##### SUPPLIED DATA #####

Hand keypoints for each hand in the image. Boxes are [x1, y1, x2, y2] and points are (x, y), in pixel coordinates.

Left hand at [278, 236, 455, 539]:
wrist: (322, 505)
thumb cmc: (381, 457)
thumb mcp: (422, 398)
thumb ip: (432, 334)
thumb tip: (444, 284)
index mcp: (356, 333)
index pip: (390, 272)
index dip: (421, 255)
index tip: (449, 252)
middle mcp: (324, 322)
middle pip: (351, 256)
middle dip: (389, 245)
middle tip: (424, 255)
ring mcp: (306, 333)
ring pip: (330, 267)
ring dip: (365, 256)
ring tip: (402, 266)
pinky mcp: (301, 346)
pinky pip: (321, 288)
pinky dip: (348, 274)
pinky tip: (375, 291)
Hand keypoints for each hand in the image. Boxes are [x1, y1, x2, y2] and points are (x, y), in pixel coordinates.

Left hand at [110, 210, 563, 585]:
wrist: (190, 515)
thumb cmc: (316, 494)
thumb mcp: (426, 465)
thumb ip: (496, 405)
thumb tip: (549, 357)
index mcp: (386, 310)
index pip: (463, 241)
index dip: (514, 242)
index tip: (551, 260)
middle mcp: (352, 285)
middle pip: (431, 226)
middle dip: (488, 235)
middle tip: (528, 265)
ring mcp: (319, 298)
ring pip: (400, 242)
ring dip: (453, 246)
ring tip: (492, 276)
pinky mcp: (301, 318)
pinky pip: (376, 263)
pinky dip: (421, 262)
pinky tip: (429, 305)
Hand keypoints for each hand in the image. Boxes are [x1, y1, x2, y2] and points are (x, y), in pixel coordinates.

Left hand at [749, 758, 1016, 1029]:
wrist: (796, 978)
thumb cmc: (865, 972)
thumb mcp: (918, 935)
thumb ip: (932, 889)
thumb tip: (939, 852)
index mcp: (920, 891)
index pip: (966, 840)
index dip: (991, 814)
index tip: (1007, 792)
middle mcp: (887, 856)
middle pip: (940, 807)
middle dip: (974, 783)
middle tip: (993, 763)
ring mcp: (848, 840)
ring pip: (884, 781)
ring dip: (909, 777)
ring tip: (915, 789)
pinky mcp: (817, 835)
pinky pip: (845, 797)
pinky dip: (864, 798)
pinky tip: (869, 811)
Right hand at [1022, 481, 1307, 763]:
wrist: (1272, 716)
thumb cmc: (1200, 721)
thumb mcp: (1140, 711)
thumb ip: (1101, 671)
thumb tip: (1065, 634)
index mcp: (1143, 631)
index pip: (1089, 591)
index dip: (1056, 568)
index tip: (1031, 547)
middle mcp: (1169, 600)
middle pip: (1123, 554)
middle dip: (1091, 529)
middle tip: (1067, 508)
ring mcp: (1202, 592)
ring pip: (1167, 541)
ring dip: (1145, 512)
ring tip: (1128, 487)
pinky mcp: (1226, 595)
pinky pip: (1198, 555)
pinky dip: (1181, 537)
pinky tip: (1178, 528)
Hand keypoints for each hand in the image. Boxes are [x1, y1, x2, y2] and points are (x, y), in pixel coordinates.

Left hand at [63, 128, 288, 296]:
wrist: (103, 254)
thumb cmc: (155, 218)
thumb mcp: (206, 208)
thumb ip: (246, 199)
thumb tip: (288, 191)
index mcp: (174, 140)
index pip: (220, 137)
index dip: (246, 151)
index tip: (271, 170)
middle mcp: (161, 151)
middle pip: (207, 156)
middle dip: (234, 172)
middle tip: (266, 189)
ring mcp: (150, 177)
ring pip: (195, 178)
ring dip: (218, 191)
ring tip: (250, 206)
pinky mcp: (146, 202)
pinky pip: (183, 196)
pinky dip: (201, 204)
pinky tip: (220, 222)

#####

Set down every record above, word for word.

Hand keypoints for each hand in the image. Boxes are [x1, y1, x2, y2] and points are (x, y), in pixel coordinates.

Left hand at [278, 236, 455, 539]:
wrist: (322, 505)
thumb cmc: (381, 457)
thumb mcp: (422, 398)
thumb ip: (432, 334)
thumb tip: (444, 284)
index mcp: (356, 333)
index pip: (390, 272)
index dip: (421, 255)
index tip: (449, 252)
middle mcp: (324, 322)
middle pip: (351, 256)
middle dip: (389, 245)
middle tip: (424, 255)
ring mcp: (306, 333)
ring pip: (330, 267)
ring dip: (365, 256)
ring tip: (402, 266)
pinky mcp: (301, 346)
pinky pip: (321, 288)
pinky dip: (348, 274)
pinky tip: (375, 291)
Hand keypoints for each hand in the image. Boxes are [x1, y1, x2, y2] and points are (x, y), in pixel coordinates.

Left hand at [110, 210, 563, 585]:
wrist: (190, 515)
thumb cmc: (316, 494)
thumb mcp: (426, 465)
thumb ip: (496, 405)
thumb tip: (549, 357)
index mcp: (386, 310)
index pip: (463, 241)
index dip: (514, 242)
index tip: (551, 260)
middle mcp: (352, 285)
middle pip: (431, 226)
middle dip: (488, 235)
middle tip: (528, 265)
ring mcp: (319, 298)
ring pip: (400, 242)
ring dip: (453, 246)
ring tip: (492, 276)
pinky mcp: (301, 318)
pinky pip: (376, 263)
pinky dip: (421, 262)
pinky tip: (429, 305)
Hand keypoints for each hand in the image. Boxes are [x1, y1, x2, y2] and points are (x, y), in pixel coordinates.

Left hand at [749, 758, 1016, 1029]:
wrist: (796, 978)
thumb cmc: (865, 972)
thumb mcp: (918, 935)
thumb ip: (932, 889)
thumb tip: (939, 852)
index mcp: (920, 891)
index pip: (966, 840)
index dip: (991, 814)
index tip: (1007, 792)
middle mcp: (887, 856)
middle pip: (940, 807)
middle dip: (974, 783)
middle tip: (993, 763)
ring mcp: (848, 840)
ring pip: (884, 781)
ring dip: (909, 777)
ring tip: (915, 789)
pinky mcp: (817, 835)
pinky pip: (845, 797)
pinky dip: (864, 798)
pinky tip: (869, 811)
Right hand at [1022, 481, 1307, 763]:
wrist: (1272, 716)
thumb cmc: (1200, 721)
thumb mcp: (1140, 711)
thumb ip: (1101, 671)
thumb tip: (1065, 634)
index mcp: (1143, 631)
index pip: (1089, 591)
index dip: (1056, 568)
index tip: (1031, 547)
middle mcp: (1169, 600)
middle pip: (1123, 554)
middle dip: (1091, 529)
middle tip: (1067, 508)
ring mcp: (1202, 592)
ring pip: (1167, 541)
ring dip: (1145, 512)
ring tip: (1128, 487)
pinky mcp: (1226, 595)
pinky pip: (1198, 555)
pinky dip: (1181, 537)
pinky tip: (1178, 528)
Hand keypoints for each hand in the image. Boxes are [x1, y1, x2, y2] and points are (x, y), in pixel coordinates.

Left hand at [63, 128, 288, 296]:
wrist: (103, 254)
thumb cmc: (155, 218)
thumb mcp: (206, 208)
thumb ip: (246, 199)
thumb tip: (288, 191)
index mcp: (174, 140)
index pip: (220, 137)
index dip: (246, 151)
index tip: (271, 170)
middle mcp: (161, 151)
middle pip: (207, 156)
middle dip: (234, 172)
middle tip: (266, 189)
ring mcp: (150, 177)
ring pip: (195, 178)
ring dip: (218, 191)
ring tip: (250, 206)
pinky mcp: (146, 202)
pinky pip: (183, 196)
pinky dip: (201, 204)
pinky tip: (220, 222)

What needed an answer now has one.